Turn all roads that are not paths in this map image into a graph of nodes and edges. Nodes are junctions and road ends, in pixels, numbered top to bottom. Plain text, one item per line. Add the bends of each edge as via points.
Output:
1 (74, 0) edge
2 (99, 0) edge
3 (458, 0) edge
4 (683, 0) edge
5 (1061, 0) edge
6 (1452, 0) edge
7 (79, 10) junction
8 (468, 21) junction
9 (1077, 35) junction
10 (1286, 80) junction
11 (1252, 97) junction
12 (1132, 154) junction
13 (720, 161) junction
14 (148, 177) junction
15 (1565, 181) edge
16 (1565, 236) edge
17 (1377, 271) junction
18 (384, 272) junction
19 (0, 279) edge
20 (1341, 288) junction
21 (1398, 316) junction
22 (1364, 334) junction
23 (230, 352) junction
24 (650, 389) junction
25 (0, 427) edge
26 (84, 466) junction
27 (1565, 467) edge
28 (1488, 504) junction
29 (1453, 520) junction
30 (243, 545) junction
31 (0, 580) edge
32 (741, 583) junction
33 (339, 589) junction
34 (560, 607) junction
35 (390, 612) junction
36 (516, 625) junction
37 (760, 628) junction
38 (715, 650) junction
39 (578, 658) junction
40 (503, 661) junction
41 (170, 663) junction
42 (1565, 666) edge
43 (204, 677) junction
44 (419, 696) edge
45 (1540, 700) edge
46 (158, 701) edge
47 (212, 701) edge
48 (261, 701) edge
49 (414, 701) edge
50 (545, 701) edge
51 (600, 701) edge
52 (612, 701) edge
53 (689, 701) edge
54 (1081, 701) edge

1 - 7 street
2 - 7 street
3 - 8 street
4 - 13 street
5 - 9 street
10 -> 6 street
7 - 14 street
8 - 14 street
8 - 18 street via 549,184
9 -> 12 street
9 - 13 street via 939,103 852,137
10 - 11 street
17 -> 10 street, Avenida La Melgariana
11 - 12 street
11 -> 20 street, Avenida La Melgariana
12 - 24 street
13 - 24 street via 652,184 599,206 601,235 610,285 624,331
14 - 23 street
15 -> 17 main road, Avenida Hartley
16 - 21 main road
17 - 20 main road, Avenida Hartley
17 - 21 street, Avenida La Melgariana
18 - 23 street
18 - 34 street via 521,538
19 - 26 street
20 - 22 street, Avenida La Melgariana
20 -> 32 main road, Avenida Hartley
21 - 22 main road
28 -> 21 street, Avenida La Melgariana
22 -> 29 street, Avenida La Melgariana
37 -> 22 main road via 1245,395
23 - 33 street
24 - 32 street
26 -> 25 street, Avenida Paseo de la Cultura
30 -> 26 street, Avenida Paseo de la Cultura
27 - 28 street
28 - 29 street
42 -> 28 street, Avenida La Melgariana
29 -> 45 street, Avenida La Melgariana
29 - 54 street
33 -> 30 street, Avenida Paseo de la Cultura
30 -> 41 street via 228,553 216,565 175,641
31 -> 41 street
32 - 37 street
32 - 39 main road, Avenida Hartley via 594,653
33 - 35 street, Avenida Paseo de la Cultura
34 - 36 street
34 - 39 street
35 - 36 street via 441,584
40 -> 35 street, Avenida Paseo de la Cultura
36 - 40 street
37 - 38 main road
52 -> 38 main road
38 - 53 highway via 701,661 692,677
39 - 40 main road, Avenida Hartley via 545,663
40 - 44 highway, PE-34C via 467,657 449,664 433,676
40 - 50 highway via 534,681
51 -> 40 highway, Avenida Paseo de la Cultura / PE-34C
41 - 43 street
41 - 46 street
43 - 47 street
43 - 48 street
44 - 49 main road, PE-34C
..........
• TASK BRIEF:
Set down the preceding data verbatim. Every line belongs in the copy.

• TASK OUTPUT:
Turn all roads that are not paths in this map image into a graph of nodes and edges. Nodes are junctions and road ends, in pixels, numbered top to bottom. Plain text, one item per line. Add the bends of each edge as via points.
Output:
1 (74, 0) edge
2 (99, 0) edge
3 (458, 0) edge
4 (683, 0) edge
5 (1061, 0) edge
6 (1452, 0) edge
7 (79, 10) junction
8 (468, 21) junction
9 (1077, 35) junction
10 (1286, 80) junction
11 (1252, 97) junction
12 (1132, 154) junction
13 (720, 161) junction
14 (148, 177) junction
15 (1565, 181) edge
16 (1565, 236) edge
17 (1377, 271) junction
18 (384, 272) junction
19 (0, 279) edge
20 (1341, 288) junction
21 (1398, 316) junction
22 (1364, 334) junction
23 (230, 352) junction
24 (650, 389) junction
25 (0, 427) edge
26 (84, 466) junction
27 (1565, 467) edge
28 (1488, 504) junction
29 (1453, 520) junction
30 (243, 545) junction
31 (0, 580) edge
32 (741, 583) junction
33 (339, 589) junction
34 (560, 607) junction
35 (390, 612) junction
36 (516, 625) junction
37 (760, 628) junction
38 (715, 650) junction
39 (578, 658) junction
40 (503, 661) junction
41 (170, 663) junction
42 (1565, 666) edge
43 (204, 677) junction
44 (419, 696) edge
45 (1540, 700) edge
46 (158, 701) edge
47 (212, 701) edge
48 (261, 701) edge
49 (414, 701) edge
50 (545, 701) edge
51 (600, 701) edge
52 (612, 701) edge
53 (689, 701) edge
54 (1081, 701) edge

1 - 7 street
2 - 7 street
3 - 8 street
4 - 13 street
5 - 9 street
10 -> 6 street
7 - 14 street
8 - 14 street
8 - 18 street via 549,184
9 -> 12 street
9 - 13 street via 939,103 852,137
10 - 11 street
17 -> 10 street, Avenida La Melgariana
11 - 12 street
11 -> 20 street, Avenida La Melgariana
12 - 24 street
13 - 24 street via 652,184 599,206 601,235 610,285 624,331
14 - 23 street
15 -> 17 main road, Avenida Hartley
16 - 21 main road
17 - 20 main road, Avenida Hartley
17 - 21 street, Avenida La Melgariana
18 - 23 street
18 - 34 street via 521,538
19 - 26 street
20 - 22 street, Avenida La Melgariana
20 -> 32 main road, Avenida Hartley
21 - 22 main road
28 -> 21 street, Avenida La Melgariana
22 -> 29 street, Avenida La Melgariana
37 -> 22 main road via 1245,395
23 - 33 street
24 - 32 street
26 -> 25 street, Avenida Paseo de la Cultura
30 -> 26 street, Avenida Paseo de la Cultura
27 - 28 street
28 - 29 street
42 -> 28 street, Avenida La Melgariana
29 -> 45 street, Avenida La Melgariana
29 - 54 street
33 -> 30 street, Avenida Paseo de la Cultura
30 -> 41 street via 228,553 216,565 175,641
31 -> 41 street
32 - 37 street
32 - 39 main road, Avenida Hartley via 594,653
33 - 35 street, Avenida Paseo de la Cultura
34 - 36 street
34 - 39 street
35 - 36 street via 441,584
40 -> 35 street, Avenida Paseo de la Cultura
36 - 40 street
37 - 38 main road
52 -> 38 main road
38 - 53 highway via 701,661 692,677
39 - 40 main road, Avenida Hartley via 545,663
40 - 44 highway, PE-34C via 467,657 449,664 433,676
40 - 50 highway via 534,681
51 -> 40 highway, Avenida Paseo de la Cultura / PE-34C
41 - 43 street
41 - 46 street
43 - 47 street
43 - 48 street
44 - 49 main road, PE-34C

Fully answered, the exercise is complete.